United States Bankruptcy Court, D. Kansas
Feb 23, 2005
Case No. 04-10858-7, Adv. No. 04-5102 (Bankr. D. Kan. Feb. 23, 2005)

Opinion

Case No. 04-10858-7, Adv. No. 04-5102.

February 23, 2005


MEMORANDUM OF DECISION


This proceeding is before the Court on the plaintiff's complaint under 11 U.S.C.A. § 544(a) to avoid an alleged security interest in a vehicle. Plaintiff Steven L. Speth, the trustee for the debtors' bankruptcy estate ("Trustee"), appears as the Trustee and, with co-counsel Timothy J. King, as attorney for the Trustee. Defendants Elie and Rania Farah appear by counsel William B. Sorenson, Jr. Defendant-debtors Daniel Eugene and Brooke Ann Flowers ("Debtors") filed an answer and asserted an exemption in the vehicle except to the extent they owed a debt on it when they filed for bankruptcy. They are no longer participating in the proceeding. The Court has reviewed the relevant materials and is now ready to rule.
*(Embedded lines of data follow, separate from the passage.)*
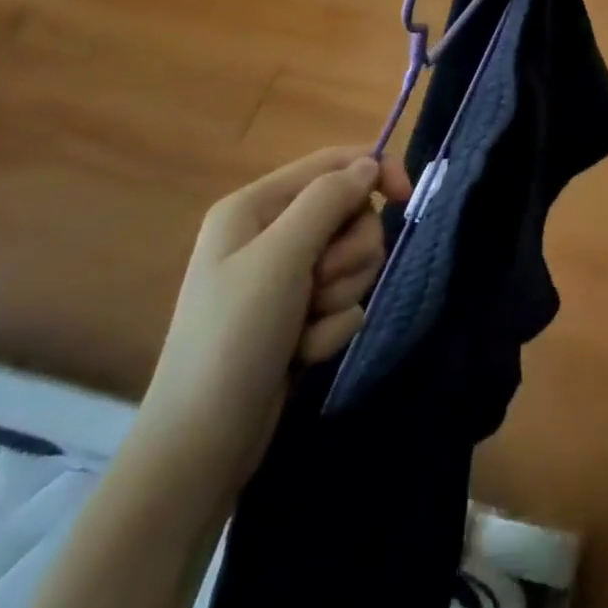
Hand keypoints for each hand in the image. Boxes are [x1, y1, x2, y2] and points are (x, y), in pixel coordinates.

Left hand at [137, 148, 413, 496]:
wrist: (202, 445)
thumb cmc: (235, 336)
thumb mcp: (283, 256)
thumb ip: (329, 199)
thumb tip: (369, 163)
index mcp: (256, 206)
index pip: (333, 162)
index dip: (375, 171)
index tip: (406, 197)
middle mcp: (270, 233)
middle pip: (350, 214)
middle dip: (349, 253)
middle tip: (321, 284)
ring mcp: (282, 277)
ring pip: (352, 258)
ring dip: (341, 293)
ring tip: (308, 325)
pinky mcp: (296, 315)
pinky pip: (343, 299)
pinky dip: (331, 325)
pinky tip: (301, 352)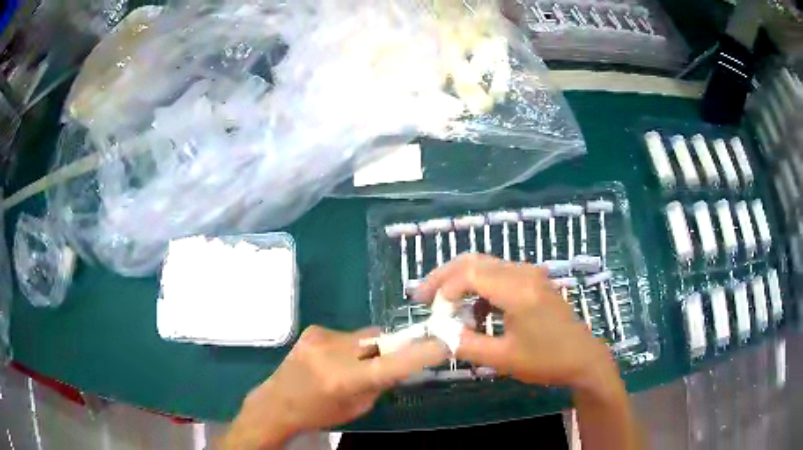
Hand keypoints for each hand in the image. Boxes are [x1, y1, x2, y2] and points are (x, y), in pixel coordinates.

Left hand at [223, 326, 447, 449]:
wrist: (277, 402)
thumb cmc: (319, 412)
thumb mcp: (357, 407)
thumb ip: (380, 383)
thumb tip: (399, 363)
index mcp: (346, 379)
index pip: (393, 363)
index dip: (421, 353)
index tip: (443, 343)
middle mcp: (334, 353)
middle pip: (379, 340)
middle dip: (389, 348)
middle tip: (387, 360)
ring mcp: (321, 337)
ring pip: (363, 336)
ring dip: (366, 348)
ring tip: (351, 364)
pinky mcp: (313, 330)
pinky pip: (345, 335)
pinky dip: (348, 346)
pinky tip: (332, 359)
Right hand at [415, 253, 615, 389]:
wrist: (583, 358)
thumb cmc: (546, 361)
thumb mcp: (503, 359)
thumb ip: (465, 345)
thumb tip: (438, 334)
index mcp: (518, 290)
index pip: (470, 273)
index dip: (444, 290)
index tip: (432, 314)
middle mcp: (523, 273)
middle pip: (474, 261)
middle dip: (444, 277)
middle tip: (421, 297)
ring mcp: (530, 274)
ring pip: (484, 265)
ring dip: (460, 282)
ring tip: (443, 307)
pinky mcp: (533, 281)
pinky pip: (498, 275)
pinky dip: (479, 289)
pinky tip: (474, 313)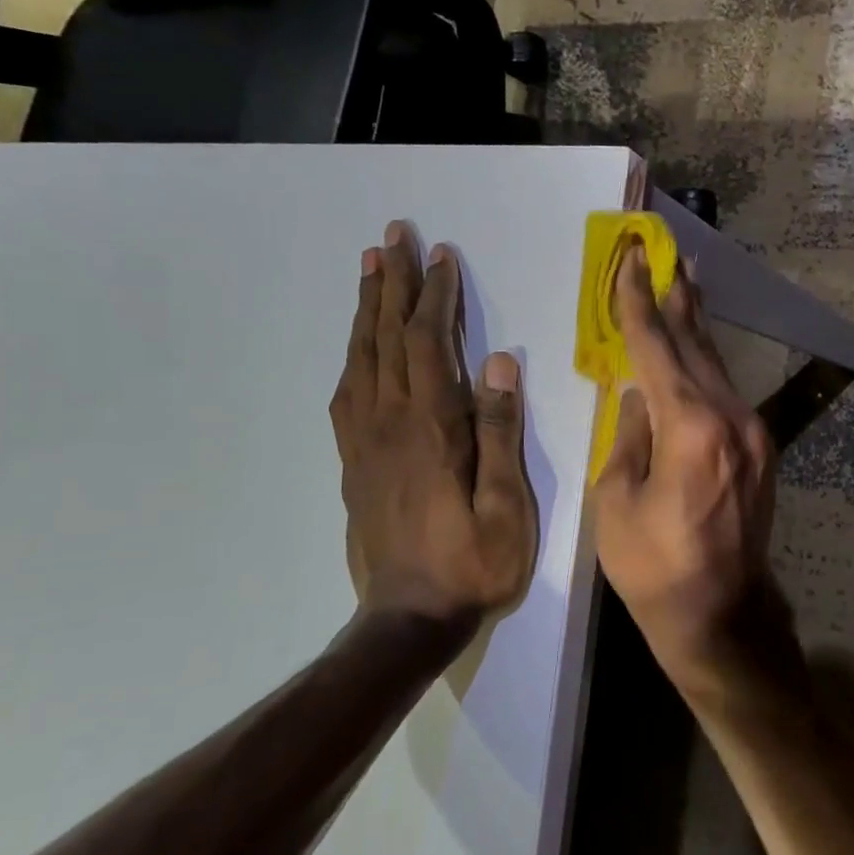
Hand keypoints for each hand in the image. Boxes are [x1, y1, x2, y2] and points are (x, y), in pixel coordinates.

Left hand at [330, 223, 537, 626]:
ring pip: (360, 359)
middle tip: (392, 236)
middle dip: (392, 283)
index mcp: (430, 428)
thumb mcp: (506, 505)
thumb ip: (500, 432)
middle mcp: (389, 424)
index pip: (427, 344)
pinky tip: (359, 345)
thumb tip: (498, 363)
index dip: (434, 297)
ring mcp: (364, 443)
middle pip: (386, 339)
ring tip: (371, 269)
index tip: (441, 256)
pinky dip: (353, 355)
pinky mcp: (353, 463)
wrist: (408, 618)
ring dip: (367, 309)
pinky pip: (346, 394)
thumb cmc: (474, 564)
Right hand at [592, 247, 783, 699]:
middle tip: (667, 256)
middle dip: (677, 299)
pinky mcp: (762, 450)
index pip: (656, 348)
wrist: (722, 615)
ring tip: (683, 288)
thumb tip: (640, 396)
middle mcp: (731, 418)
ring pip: (717, 367)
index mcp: (690, 428)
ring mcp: (754, 433)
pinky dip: (706, 366)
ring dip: (696, 328)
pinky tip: (696, 353)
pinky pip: (727, 394)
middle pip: (697, 345)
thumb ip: (630, 436)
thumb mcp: (618, 501)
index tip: (630, 260)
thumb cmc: (655, 567)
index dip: (638, 302)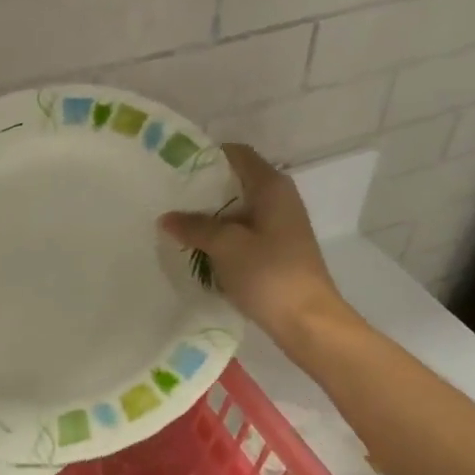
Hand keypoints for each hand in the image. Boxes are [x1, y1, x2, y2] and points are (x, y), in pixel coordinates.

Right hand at [160, 143, 347, 342]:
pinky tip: (198, 248)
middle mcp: (279, 198)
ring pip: (238, 210)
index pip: (237, 153)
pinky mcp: (277, 250)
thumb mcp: (226, 246)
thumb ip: (195, 227)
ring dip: (210, 216)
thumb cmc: (269, 274)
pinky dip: (222, 236)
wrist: (307, 320)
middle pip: (236, 181)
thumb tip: (167, 217)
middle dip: (202, 189)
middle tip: (167, 197)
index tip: (175, 167)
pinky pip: (243, 232)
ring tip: (176, 223)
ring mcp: (280, 225)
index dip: (207, 156)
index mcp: (271, 186)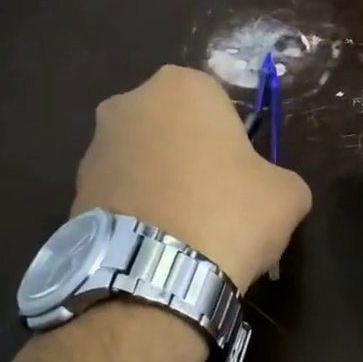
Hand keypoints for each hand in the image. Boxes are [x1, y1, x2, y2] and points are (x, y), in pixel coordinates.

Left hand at [74, 65, 311, 292]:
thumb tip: (268, 190)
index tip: (241, 176)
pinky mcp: (75, 190)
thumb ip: (280, 177)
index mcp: (182, 86)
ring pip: (142, 159)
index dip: (233, 140)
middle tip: (214, 201)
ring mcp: (95, 146)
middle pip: (173, 127)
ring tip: (182, 231)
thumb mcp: (288, 194)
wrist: (157, 275)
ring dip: (160, 183)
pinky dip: (136, 210)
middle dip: (190, 156)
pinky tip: (155, 244)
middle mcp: (129, 102)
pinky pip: (118, 193)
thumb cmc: (230, 214)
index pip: (218, 103)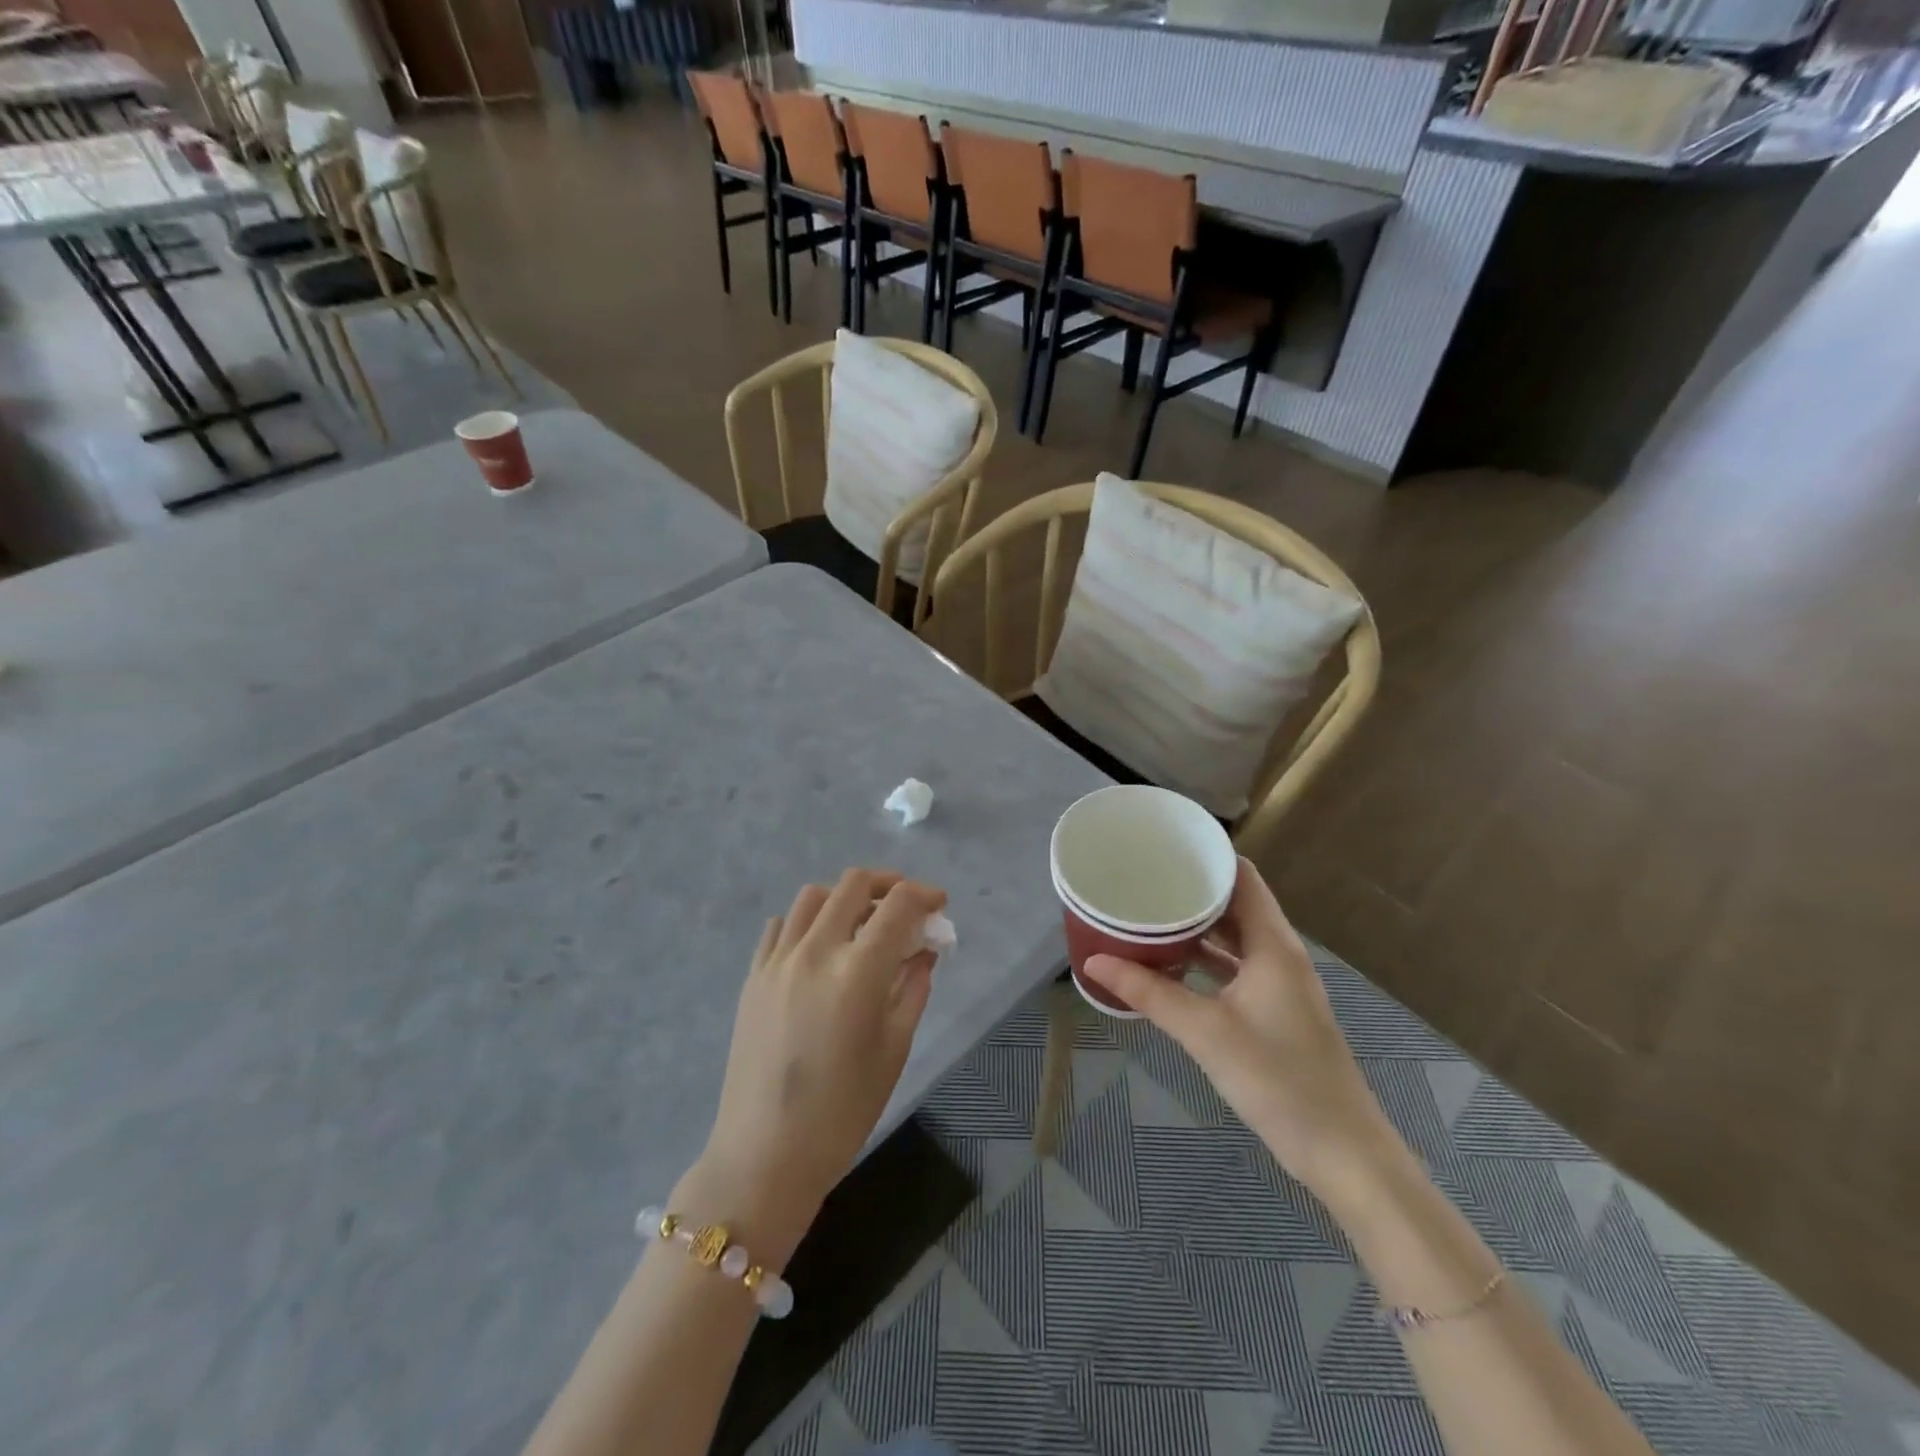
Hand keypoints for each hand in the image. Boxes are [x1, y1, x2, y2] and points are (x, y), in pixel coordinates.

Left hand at [678, 869, 947, 1263]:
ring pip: (813, 896)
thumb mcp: (893, 1049)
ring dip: (845, 898)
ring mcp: (777, 960)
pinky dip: (806, 922)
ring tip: (861, 924)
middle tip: (905, 907)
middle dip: (888, 884)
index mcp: (857, 972)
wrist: (765, 1155)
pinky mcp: (753, 976)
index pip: (898, 905)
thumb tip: (924, 951)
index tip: (938, 906)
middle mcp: (815, 951)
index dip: (925, 895)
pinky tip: (819, 948)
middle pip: (854, 883)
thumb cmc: (843, 1111)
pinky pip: (781, 926)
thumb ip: (912, 989)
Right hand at [1082, 858, 1402, 1201]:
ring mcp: (1280, 984)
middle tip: (1143, 878)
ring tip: (1148, 914)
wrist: (1342, 1153)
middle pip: (1236, 904)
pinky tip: (1170, 966)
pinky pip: (1236, 967)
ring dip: (1197, 927)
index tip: (1163, 847)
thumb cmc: (1277, 1079)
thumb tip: (1095, 961)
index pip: (1242, 876)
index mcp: (1273, 945)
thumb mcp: (1205, 1032)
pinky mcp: (1276, 1011)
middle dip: (1192, 890)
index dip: (1207, 856)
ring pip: (1235, 938)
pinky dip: (1206, 960)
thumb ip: (1149, 994)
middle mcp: (1280, 954)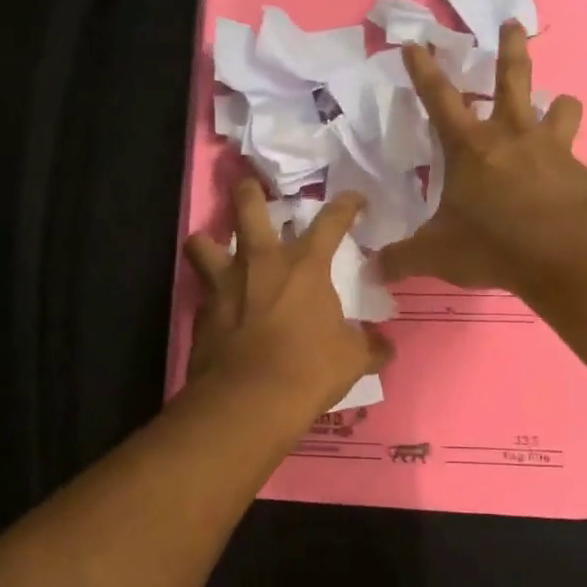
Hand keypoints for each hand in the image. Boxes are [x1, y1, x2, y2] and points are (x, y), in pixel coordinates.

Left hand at [185, 179, 394, 416]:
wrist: (250, 400)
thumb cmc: (309, 369)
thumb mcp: (352, 359)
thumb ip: (370, 347)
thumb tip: (385, 348)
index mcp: (305, 265)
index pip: (331, 221)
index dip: (346, 205)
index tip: (354, 199)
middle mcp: (261, 262)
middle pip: (249, 207)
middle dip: (249, 191)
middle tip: (250, 186)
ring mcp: (225, 284)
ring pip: (202, 242)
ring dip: (208, 240)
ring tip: (213, 246)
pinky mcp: (201, 312)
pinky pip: (202, 291)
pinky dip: (209, 294)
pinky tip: (218, 308)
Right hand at [378, 22, 586, 293]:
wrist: (563, 253)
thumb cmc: (492, 243)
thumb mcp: (436, 255)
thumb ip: (402, 258)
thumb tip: (371, 270)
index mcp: (469, 146)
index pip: (439, 98)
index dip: (423, 70)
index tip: (415, 44)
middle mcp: (510, 135)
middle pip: (512, 78)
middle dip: (509, 48)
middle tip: (511, 23)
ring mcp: (549, 149)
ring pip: (558, 107)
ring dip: (556, 102)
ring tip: (557, 103)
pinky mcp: (578, 171)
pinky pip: (573, 152)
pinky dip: (567, 155)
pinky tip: (565, 172)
The Trustee seeks, as authorized by § 544(a), to avoid the lien the Farahs' claim in the vehicle, to preserve the lien under § 550 for the benefit of the bankruptcy estate, and to recover the lien or its value from the Farahs under § 550(a)(1). After considering the circumstances here, the Court concludes that the Farahs' have a valid lien in the vehicle that has been properly perfected. Consequently, the relief sought in the Trustee's complaint must be denied.

FACTS

On September 19, 2003, in Sedgwick County, Kansas, Elie Farah sold a 1995 Nissan Pathfinder to debtor Daniel Eugene Flowers. With no help from attorneys, they produced a one-page, homemade agreement that they both signed. The agreement does not expressly state that it concerns the sale of the vehicle, but in it, the Debtor promised to pay Elie or Rania Farah $300 per month for 20 months for a total of $6,000, with payments due on the 20th of each month. If the Debtor paid in full by October 20, 2004, though, the total "loan" would be reduced to $5,500. The Debtor was required to carry insurance and provide Farah with pertinent information about the coverage, though what was to be insured is not stated. Quoted exactly as it appears in the agreement, the final paragraph reads:

If at any time that Mr. Danny Eugene Flowers does not make his payment on time then he will be allowed 7 days grace period to make his payment, if payment is not made by the 27th of that month, then Elie Farah or Rania Farah has the right to reposes the 1995 Nissan Pathfinder with the VIN number of JN8HD17Y5SW045030 and Mr. Danny Eugene flowers will lose vehicle and all money invested.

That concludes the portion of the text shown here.